>>>

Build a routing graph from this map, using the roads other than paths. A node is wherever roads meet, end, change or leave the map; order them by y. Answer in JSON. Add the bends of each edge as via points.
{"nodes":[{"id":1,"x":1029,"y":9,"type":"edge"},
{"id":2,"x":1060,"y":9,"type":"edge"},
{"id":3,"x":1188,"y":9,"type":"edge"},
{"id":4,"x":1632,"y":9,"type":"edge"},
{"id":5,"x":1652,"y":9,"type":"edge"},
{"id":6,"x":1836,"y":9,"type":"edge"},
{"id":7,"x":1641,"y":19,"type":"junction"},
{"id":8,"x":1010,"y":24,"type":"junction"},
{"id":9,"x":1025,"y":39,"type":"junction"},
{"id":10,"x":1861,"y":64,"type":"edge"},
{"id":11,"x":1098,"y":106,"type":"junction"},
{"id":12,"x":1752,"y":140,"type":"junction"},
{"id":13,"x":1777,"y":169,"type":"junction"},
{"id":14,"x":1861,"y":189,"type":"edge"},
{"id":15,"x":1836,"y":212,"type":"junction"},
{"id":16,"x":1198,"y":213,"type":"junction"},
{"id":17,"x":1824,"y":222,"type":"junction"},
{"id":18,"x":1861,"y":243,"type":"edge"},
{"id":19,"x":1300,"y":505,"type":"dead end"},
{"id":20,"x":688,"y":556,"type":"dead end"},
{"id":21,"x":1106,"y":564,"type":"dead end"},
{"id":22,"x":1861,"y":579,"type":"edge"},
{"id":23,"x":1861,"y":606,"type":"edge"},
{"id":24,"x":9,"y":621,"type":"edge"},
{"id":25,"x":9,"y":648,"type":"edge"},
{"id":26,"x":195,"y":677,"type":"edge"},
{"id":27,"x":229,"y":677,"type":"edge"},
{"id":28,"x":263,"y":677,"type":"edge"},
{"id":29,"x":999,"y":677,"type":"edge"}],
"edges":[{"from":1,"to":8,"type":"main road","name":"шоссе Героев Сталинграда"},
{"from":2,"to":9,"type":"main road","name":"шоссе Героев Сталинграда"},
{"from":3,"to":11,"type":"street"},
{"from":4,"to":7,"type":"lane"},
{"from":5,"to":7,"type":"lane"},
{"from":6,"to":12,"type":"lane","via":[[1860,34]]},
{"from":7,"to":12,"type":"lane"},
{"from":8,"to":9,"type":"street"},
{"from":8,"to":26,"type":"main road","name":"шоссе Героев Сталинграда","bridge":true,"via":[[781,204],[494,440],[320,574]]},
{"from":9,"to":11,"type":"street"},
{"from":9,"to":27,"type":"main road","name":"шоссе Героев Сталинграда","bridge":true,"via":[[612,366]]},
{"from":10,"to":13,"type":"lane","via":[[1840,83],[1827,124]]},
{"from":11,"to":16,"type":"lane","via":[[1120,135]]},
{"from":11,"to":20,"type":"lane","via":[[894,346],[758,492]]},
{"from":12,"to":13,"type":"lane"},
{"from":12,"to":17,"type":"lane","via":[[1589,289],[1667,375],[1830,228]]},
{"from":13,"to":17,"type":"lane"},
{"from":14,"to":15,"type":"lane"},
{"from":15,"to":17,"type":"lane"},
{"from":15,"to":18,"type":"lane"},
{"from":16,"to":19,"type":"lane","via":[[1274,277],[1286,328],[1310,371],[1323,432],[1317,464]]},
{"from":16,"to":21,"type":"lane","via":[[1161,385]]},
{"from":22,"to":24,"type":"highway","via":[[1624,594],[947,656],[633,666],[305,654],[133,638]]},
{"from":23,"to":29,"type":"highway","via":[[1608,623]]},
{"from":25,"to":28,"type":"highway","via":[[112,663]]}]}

<<<

Look over the listing. Pull out every line with the string "highway" in it.

COMPLETED TASK »
{"from":22,"to":24,"type":"highway","via":[[1624,594],[947,656],[633,666],[305,654],[133,638]]},
{"from":23,"to":29,"type":"highway","via":[[1608,623]]},
{"from":25,"to":28,"type":"highway","via":[[112,663]]}]}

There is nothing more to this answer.